## WHAT YOU HAVE TO DO
Below are lines of data. Give the number of them that contain the string "down", and nothing else.

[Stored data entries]
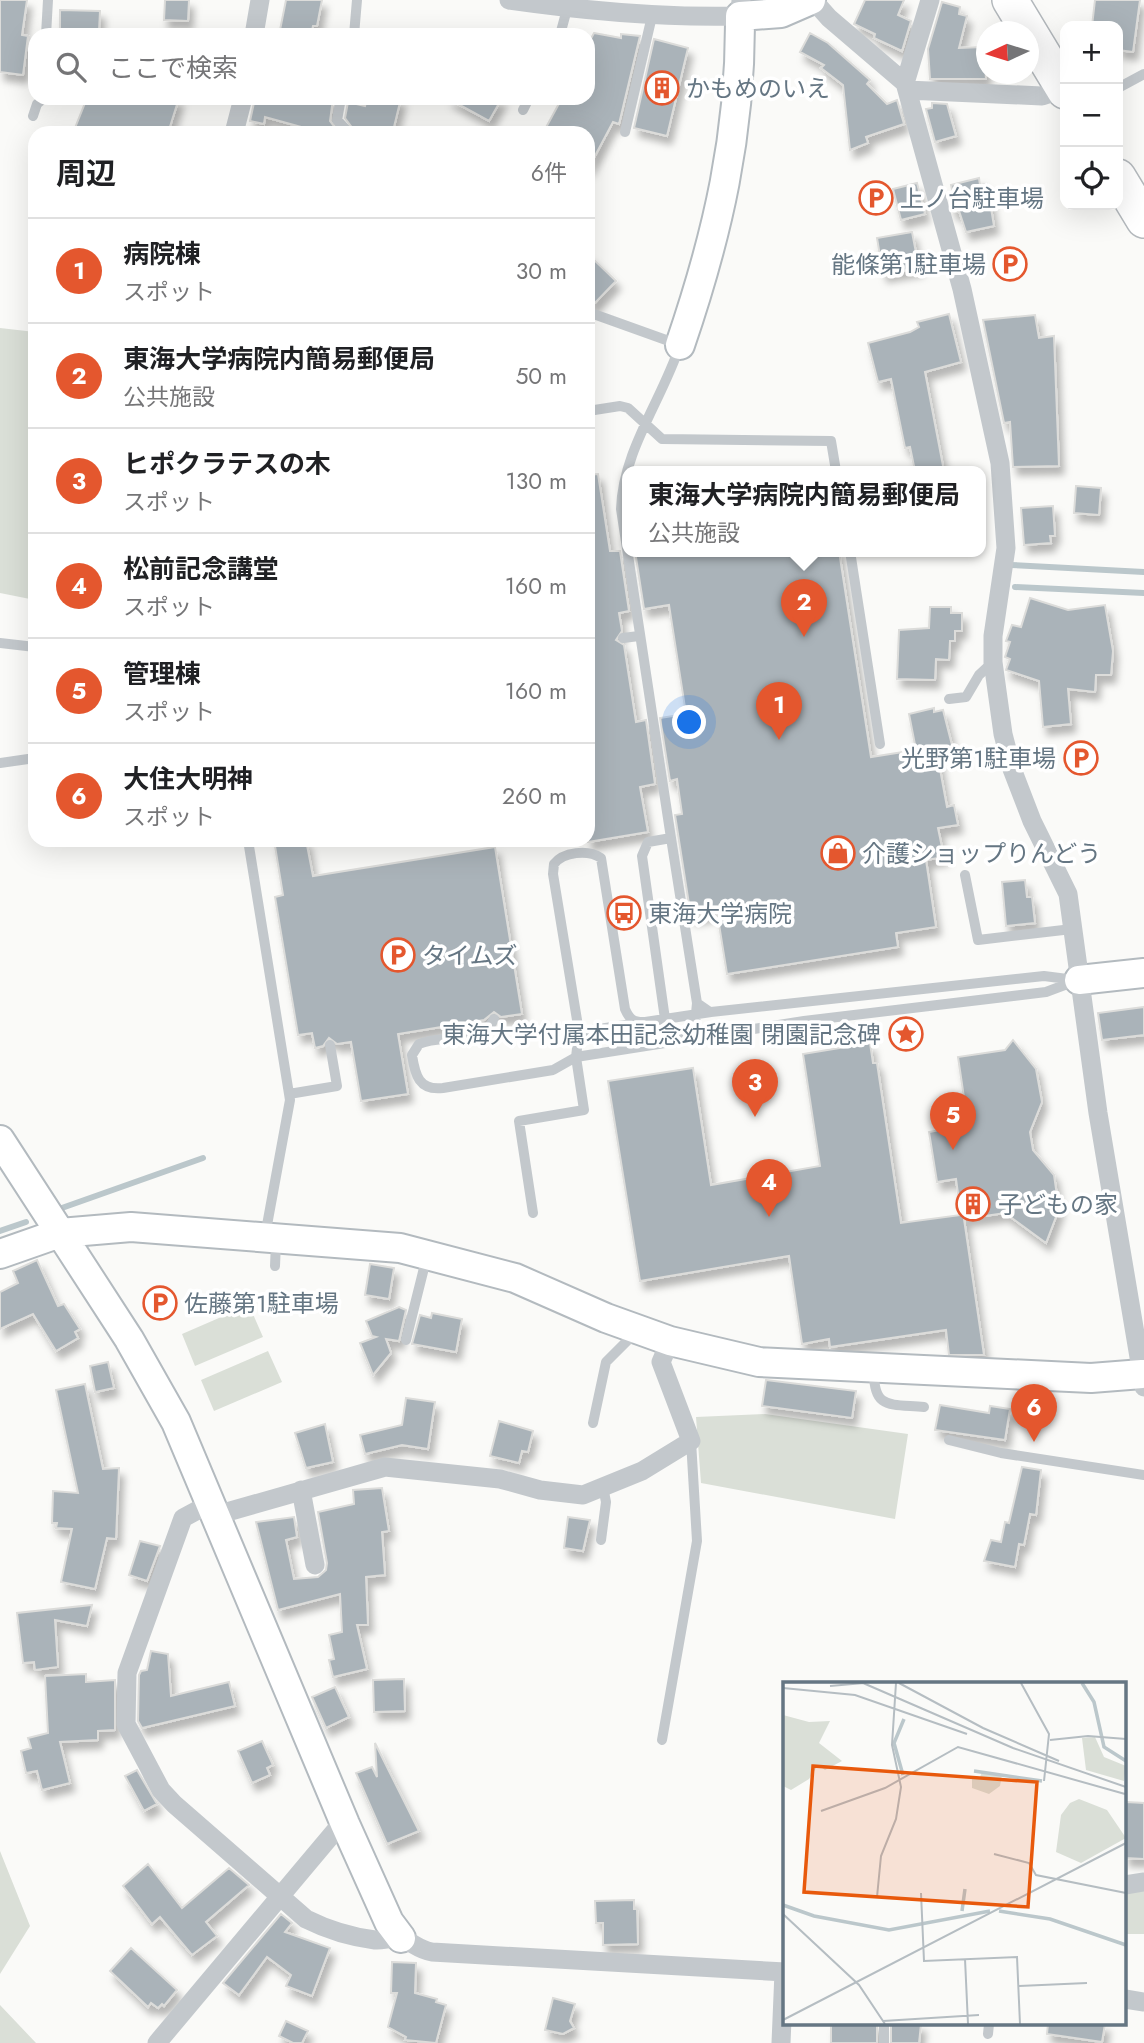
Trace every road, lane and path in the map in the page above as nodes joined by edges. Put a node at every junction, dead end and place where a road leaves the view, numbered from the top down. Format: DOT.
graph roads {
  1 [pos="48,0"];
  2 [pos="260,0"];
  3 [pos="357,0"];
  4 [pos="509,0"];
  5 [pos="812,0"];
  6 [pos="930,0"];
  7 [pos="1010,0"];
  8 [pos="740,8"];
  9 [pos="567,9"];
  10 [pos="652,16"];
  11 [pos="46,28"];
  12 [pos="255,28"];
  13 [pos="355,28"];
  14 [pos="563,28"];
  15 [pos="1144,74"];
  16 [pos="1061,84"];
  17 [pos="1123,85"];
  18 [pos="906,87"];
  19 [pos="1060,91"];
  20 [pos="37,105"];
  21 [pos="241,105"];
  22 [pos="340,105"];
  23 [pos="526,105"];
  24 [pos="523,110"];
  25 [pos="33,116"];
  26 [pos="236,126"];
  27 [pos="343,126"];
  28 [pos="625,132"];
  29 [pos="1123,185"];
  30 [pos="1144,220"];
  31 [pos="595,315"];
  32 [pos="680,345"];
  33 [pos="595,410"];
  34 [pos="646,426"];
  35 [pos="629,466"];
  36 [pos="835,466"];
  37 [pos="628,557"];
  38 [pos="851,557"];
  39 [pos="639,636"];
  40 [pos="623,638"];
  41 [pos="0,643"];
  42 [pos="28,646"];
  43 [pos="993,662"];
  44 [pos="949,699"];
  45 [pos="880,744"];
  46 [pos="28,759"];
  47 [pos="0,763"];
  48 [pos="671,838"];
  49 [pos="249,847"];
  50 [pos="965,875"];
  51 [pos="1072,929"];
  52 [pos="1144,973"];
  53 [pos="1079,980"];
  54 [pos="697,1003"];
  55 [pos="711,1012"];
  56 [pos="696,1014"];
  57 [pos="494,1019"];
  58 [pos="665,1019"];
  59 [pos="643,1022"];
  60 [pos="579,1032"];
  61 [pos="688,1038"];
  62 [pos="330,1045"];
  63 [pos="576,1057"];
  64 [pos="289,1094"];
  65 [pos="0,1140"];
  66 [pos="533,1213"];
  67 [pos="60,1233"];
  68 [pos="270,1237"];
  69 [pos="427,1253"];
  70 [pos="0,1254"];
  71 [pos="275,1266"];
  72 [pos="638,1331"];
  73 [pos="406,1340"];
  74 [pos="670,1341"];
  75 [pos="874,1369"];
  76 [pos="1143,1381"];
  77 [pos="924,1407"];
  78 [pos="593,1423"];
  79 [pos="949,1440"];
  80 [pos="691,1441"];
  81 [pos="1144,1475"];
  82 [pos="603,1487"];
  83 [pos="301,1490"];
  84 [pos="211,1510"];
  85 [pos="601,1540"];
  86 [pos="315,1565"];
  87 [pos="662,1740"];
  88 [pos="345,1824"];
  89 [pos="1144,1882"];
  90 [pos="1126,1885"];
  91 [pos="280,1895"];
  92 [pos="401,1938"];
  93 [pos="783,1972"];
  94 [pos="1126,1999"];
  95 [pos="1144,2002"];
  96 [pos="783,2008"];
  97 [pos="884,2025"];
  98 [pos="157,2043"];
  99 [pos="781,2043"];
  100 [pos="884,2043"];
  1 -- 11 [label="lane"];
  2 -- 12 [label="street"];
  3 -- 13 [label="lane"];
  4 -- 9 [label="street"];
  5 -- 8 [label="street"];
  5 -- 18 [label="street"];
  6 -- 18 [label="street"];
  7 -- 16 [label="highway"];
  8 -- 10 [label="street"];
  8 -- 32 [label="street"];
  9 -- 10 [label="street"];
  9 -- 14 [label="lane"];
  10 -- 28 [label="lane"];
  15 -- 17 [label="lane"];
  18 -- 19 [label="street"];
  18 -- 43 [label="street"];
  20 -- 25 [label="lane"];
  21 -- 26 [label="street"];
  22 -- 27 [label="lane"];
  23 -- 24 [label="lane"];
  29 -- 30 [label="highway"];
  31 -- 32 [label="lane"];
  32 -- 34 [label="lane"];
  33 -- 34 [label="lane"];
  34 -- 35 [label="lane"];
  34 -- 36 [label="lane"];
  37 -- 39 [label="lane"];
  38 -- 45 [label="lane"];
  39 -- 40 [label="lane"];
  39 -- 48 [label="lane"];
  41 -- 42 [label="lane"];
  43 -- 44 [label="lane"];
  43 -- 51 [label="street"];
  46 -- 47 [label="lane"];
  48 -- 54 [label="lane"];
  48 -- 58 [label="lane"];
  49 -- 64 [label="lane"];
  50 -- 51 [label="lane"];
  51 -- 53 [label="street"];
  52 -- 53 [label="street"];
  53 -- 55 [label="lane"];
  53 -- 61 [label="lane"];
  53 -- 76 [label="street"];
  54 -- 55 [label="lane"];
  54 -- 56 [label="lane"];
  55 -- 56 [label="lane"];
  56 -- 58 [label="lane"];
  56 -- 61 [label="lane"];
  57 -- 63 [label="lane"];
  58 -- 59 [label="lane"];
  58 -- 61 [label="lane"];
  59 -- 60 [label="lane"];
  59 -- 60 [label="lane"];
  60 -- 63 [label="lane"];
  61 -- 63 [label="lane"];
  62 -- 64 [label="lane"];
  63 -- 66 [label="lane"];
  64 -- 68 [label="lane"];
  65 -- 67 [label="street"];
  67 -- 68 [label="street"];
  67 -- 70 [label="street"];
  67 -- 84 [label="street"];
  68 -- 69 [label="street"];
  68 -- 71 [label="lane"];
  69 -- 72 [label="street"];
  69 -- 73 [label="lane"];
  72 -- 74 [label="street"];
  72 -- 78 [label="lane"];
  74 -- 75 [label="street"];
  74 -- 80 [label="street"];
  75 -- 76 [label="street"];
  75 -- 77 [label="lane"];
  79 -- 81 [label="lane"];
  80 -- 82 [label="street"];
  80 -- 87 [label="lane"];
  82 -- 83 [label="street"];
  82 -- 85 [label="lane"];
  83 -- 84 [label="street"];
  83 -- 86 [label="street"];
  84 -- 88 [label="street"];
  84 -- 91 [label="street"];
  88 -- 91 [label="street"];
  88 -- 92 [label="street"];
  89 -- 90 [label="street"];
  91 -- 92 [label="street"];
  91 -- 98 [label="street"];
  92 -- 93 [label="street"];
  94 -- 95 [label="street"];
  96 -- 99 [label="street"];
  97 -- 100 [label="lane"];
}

---

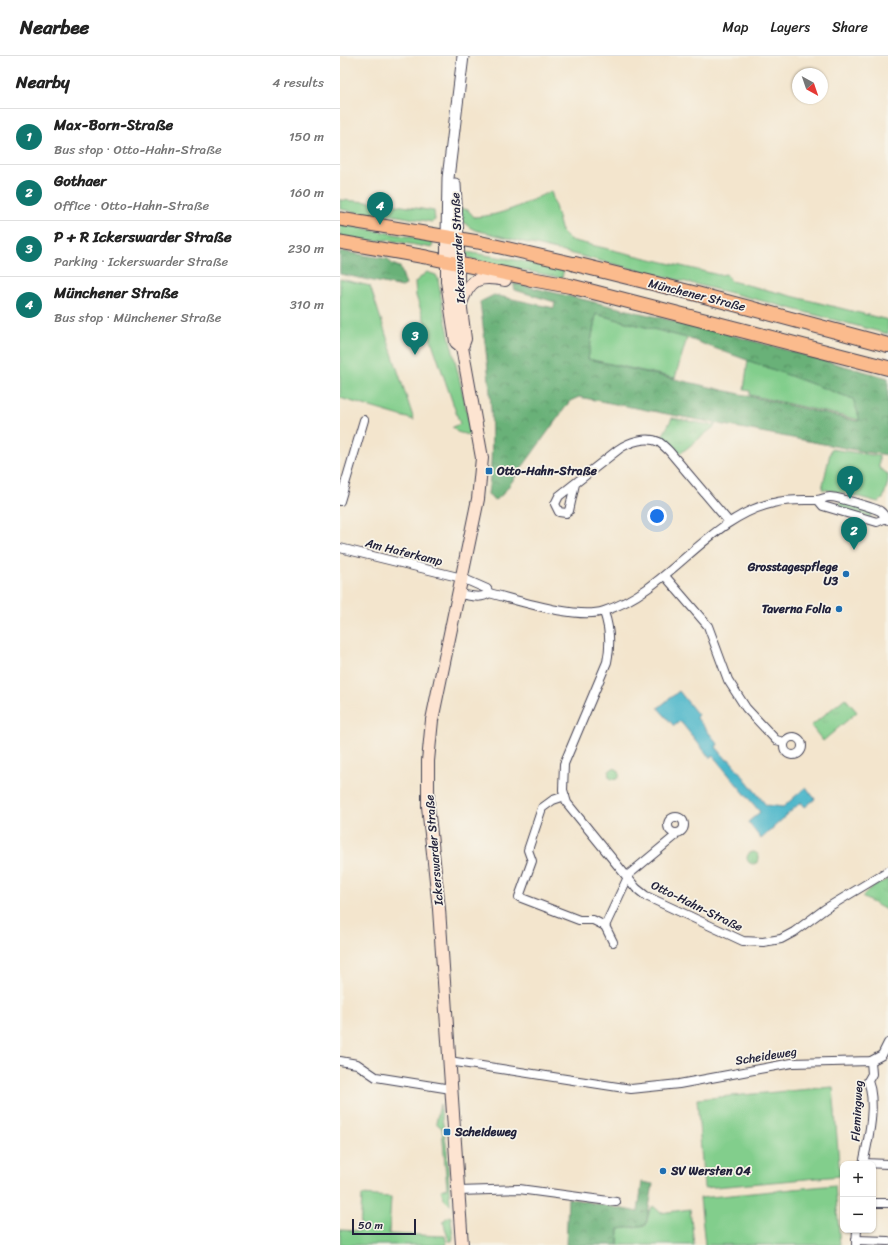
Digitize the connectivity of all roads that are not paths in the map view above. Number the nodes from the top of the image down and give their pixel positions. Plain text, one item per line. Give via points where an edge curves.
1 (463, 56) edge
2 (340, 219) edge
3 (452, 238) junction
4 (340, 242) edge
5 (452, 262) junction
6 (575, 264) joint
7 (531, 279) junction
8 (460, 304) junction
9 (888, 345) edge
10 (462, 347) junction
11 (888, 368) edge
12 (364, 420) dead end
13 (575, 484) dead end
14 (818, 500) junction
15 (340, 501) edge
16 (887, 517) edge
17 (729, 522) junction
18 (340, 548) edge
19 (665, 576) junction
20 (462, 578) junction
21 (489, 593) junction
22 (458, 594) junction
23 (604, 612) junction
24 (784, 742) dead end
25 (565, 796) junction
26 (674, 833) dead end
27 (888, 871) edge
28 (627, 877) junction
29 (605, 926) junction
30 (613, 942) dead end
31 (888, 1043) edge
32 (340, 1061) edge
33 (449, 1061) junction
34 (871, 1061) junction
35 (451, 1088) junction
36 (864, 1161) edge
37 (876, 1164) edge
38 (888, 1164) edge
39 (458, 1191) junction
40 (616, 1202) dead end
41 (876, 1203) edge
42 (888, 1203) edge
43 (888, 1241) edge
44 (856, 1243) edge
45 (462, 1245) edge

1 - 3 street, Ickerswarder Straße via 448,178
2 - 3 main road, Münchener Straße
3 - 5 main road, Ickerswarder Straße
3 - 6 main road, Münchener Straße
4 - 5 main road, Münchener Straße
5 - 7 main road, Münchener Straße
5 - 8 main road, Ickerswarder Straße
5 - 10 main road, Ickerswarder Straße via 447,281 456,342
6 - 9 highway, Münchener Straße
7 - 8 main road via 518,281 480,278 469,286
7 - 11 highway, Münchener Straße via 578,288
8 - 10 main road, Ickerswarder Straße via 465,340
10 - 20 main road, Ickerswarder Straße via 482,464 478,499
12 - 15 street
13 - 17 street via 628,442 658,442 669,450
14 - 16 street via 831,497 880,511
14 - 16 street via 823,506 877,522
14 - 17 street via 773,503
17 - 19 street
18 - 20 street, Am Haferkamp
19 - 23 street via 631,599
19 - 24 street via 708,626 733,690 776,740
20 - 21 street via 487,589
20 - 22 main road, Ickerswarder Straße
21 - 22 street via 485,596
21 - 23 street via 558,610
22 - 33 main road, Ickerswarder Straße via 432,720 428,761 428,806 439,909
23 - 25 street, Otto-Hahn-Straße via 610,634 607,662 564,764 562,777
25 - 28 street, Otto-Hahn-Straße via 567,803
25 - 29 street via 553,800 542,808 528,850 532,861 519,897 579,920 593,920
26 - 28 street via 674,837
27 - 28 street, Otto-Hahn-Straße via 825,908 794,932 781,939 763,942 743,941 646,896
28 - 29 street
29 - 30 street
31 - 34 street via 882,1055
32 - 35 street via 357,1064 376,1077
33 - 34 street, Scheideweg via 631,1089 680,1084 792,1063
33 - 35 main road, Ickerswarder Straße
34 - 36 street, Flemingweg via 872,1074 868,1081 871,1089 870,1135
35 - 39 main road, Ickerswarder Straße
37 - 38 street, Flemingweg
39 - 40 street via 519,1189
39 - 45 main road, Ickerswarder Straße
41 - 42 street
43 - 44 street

## YOUR RESPONSE
2